H.E. Mr. Sam Kahamba Kutesa, President of the 69th Session of the General Assembly,
H.E. Ambassador Ahmed Sareer, Permanent Representative of the Republic of Maldives to the United Nations and Chair of the Alliance of Small Island States,
Champions of the International Year of SIDS,
Mr. Gyan Chandra Acharya, High Representative of Land Locked, Least Developed and Small island Developing States,
Panellists and specially invited guests,
Ladies and Gentlemen,

I am honoured to join you this afternoon to mark the closing of the International Year of Small Island Developing States.

This year has illustrated once again that much can be accomplished through partnership. Collaboration among Member States, the UN System, international and regional agencies, and Civil Society made the year a resounding success. The highlight of the Year—the Third International Conference on SIDS—placed SIDS issues front and center on the world stage.

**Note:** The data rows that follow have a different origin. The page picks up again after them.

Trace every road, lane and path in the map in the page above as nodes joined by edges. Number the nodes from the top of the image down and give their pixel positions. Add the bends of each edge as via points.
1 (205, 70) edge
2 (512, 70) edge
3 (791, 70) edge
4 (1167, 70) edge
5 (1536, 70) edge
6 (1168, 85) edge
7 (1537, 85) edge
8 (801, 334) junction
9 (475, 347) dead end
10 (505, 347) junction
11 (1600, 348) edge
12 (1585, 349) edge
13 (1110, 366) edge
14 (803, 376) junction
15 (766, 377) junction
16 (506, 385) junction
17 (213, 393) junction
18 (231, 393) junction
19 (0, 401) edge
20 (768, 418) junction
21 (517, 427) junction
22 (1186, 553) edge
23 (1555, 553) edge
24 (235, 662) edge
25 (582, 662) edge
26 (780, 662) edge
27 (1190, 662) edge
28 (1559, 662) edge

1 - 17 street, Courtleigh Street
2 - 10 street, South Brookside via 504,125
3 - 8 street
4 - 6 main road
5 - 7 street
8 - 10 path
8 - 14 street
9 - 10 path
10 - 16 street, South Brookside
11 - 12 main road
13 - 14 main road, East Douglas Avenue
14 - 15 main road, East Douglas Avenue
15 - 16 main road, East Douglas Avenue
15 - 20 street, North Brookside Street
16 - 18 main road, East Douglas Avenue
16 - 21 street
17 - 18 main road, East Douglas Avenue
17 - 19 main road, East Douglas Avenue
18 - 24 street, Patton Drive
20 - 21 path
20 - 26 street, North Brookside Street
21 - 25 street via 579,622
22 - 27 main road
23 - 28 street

It reminded us that SIDS issues are global issues.

The purpose of the International Year was to focus the attention of the international community on the challenges, as well as the many achievements, of SIDS.

I commend the leadership and dedication of AOSIS, the three SIDS champions, the President of the General Assembly, the individual SIDS member States, the many friends of SIDS and the whole range of stakeholders, for their significant contributions to the activities promoting the International Year of SIDS.

I would also like to take this opportunity to welcome the new chair of AOSIS, the Republic of Maldives. You are taking over an important role at a critical juncture. I have no doubt that you will continue the hard work of your successor, Nauru, in promoting the interests of Small Island Developing States. I would like to assure you of my constant support, as we continue to enhance partnerships and work toward the sustainable development of SIDS.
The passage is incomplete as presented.